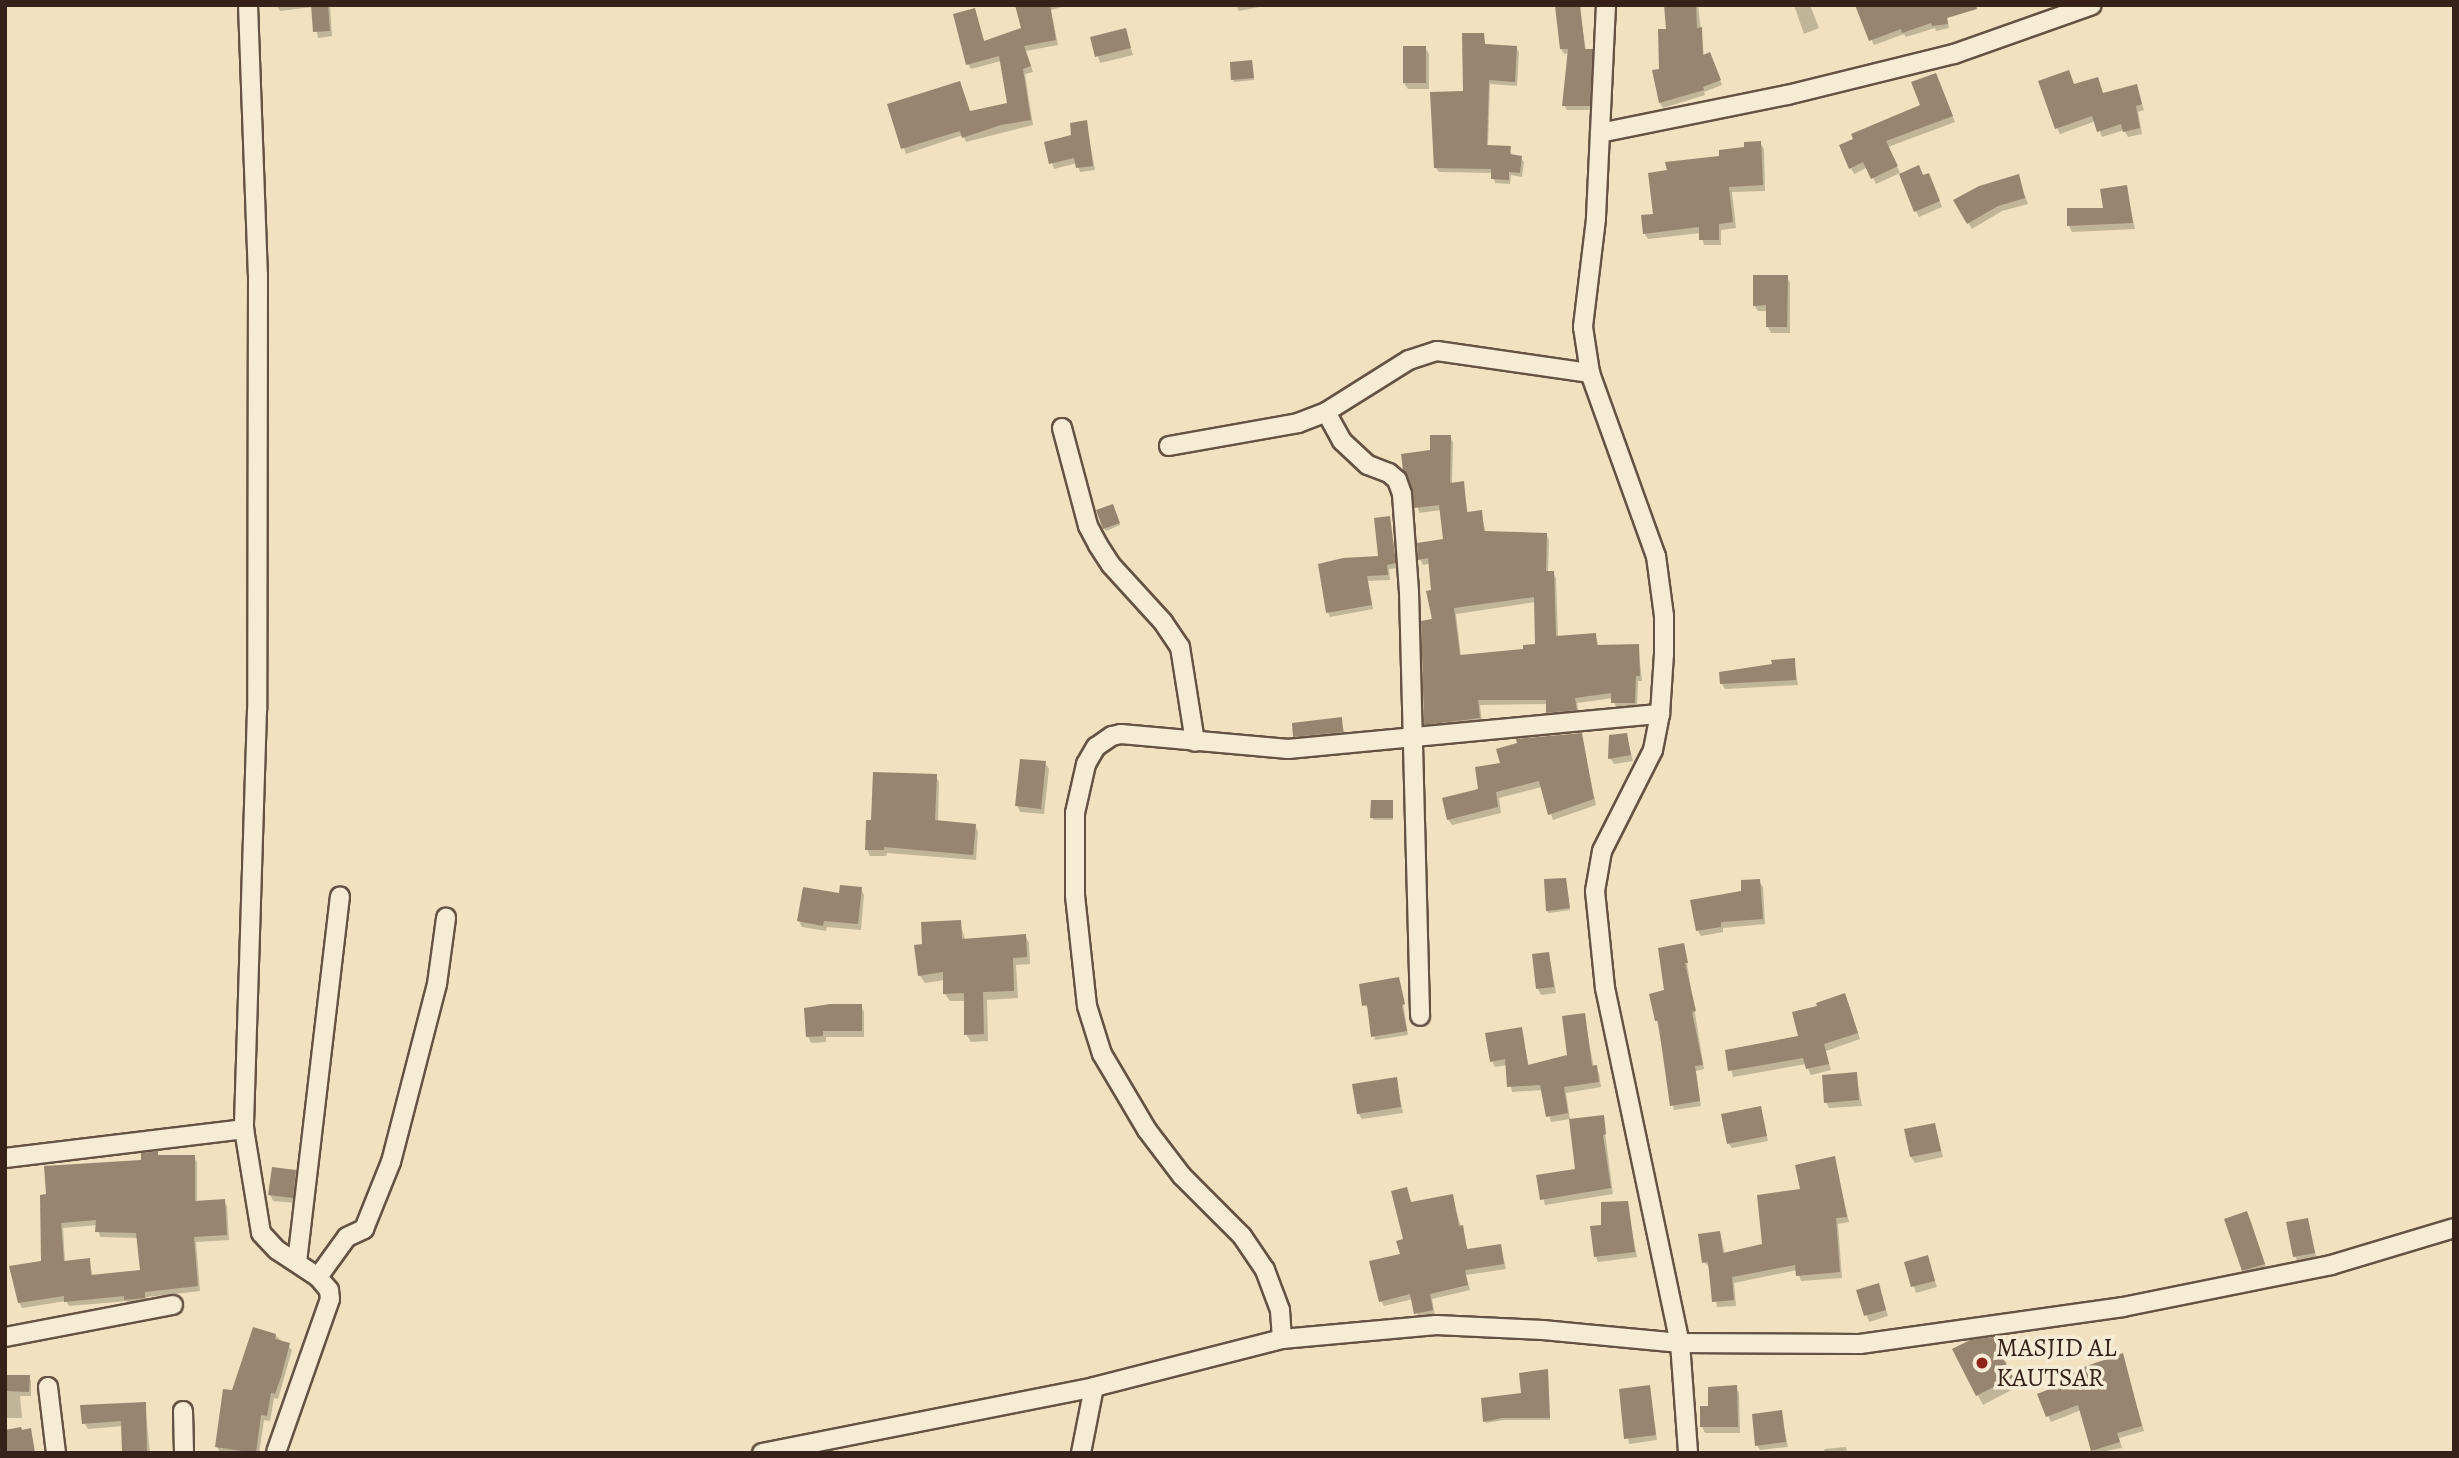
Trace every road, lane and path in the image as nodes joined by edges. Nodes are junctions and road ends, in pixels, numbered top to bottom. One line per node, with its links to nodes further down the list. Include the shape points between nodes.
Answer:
1 (248, 5): 15 (street, via 258,275 257,710)
2 (1606, 5): 4 (street)
3 (2092, 5): 4 (street, via 1954,54 1787,95)
4 (1600, 133): 5 (street, via 1596,219 1583,327)
5 (1590, 373): 6 (street, via 1437,351 1409,360); 9 (street, via 1656,556 1664,616)
6 (1326, 412): 8 (street, via 1298,424); 10 (street, via 1342,441 1368,465 1389,472 1402,494)
7 (1062, 428): 11 (street, via 1080,502 1098,545 1180,647)
8 (1168, 446)
9 (1660, 714): 10 (street); 23 (street, via 1653,750 1602,851 1595,891 1605,988)
10 (1412, 739): 11 (street, via 1288,749); 14 (street)
11 (1195, 742): 22 (street, via 1112,736 1096,747 1086,764 1074,813 1075,881 1087,1006 1102,1054 1147,1130 1182,1176 1242,1236 1265,1270 1280,1310)
12 (340, 897): 18 (street)
13 (446, 918): 19 (street, via 437,984 391,1162 364,1229 347,1237)
14 (1420, 1016)
15 (244, 1129): 16 (street); 18 (street, via 261,1233)
16 (5, 1158)
17 (2454, 1228): 23 (street, via 2331,1265 2123,1307 1860,1344)
18 (297, 1262): 19 (street)
19 (318, 1277): 27 (street, via 330,1299)
20 (173, 1305): 21 (street)
21 (5, 1337)
22 (1282, 1339): 23 (street, via 1436,1325); 25 (street)
23 (1680, 1343): 33 (street)
24 (48, 1387): 28 (street)
25 (1094, 1387): 31 (street); 32 (street)
26 (183, 1411): 29 (street)
27 (274, 1452): 30 (street)
28 (57, 1453)
29 (184, 1453)
30 (282, 1453)
31 (762, 1453)
32 (1081, 1453)
33 (1688, 1453)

* Task to complete: Give the preceding data back exactly, minus every picture.

* Exercise answer:
Trace every road, lane and path in the image as nodes joined by edges. Nodes are junctions and road ends, in pixels, numbered top to bottom. One line per node, with its links to nodes further down the list. Include the shape points between nodes.
Answer:
1 (248, 5): 15 (street, via 258,275 257,710)
2 (1606, 5): 4 (street)
3 (2092, 5): 4 (street, via 1954,54 1787,95)
4 (1600, 133): 5 (street, via 1596,219 1583,327)
5 (1590, 373): 6 (street, via 1437,351 1409,360); 9 (street, via 1656,556 1664,616)
6 (1326, 412): 8 (street, via 1298,424); 10 (street, via 1342,441 1368,465 1389,472 1402,494)
7 (1062, 428): 11 (street, via 1080,502 1098,545 1180,647)
8 (1168, 446)
9 (1660, 714): 10 (street); 23 (street, via 1653,750 1602,851 1595,891 1605,988)
10 (1412, 739): 11 (street, via 1288,749); 14 (street)
11 (1195, 742): 22 (street, via 1112,736 1096,747 1086,764 1074,813 1075,881 1087,1006 1102,1054 1147,1130 1182,1176 1242,1236 1265,1270 1280,1310)
12 (340, 897): 18 (street)
13 (446, 918): 19 (street, via 437,984 391,1162 364,1229 347,1237)
14 (1420, 1016)
15 (244, 1129): 16 (street); 18 (street, via 261,1233)
16 (5, 1158)
17 (2454, 1228): 23 (street, via 2331,1265 2123,1307 1860,1344)
18 (297, 1262): 19 (street)
19 (318, 1277): 27 (street, via 330,1299)
20 (173, 1305): 21 (street)
21 (5, 1337)
22 (1282, 1339): 23 (street, via 1436,1325); 25 (street)
23 (1680, 1343): 33 (street)
24 (48, 1387): 28 (street)
25 (1094, 1387): 31 (street); 32 (street)
26 (183, 1411): 29 (street)
27 (274, 1452): 30 (street)
28 (57, 1453)
29 (184, 1453)
30 (282, 1453)
31 (762, 1453)
32 (1081, 1453)
33 (1688, 1453)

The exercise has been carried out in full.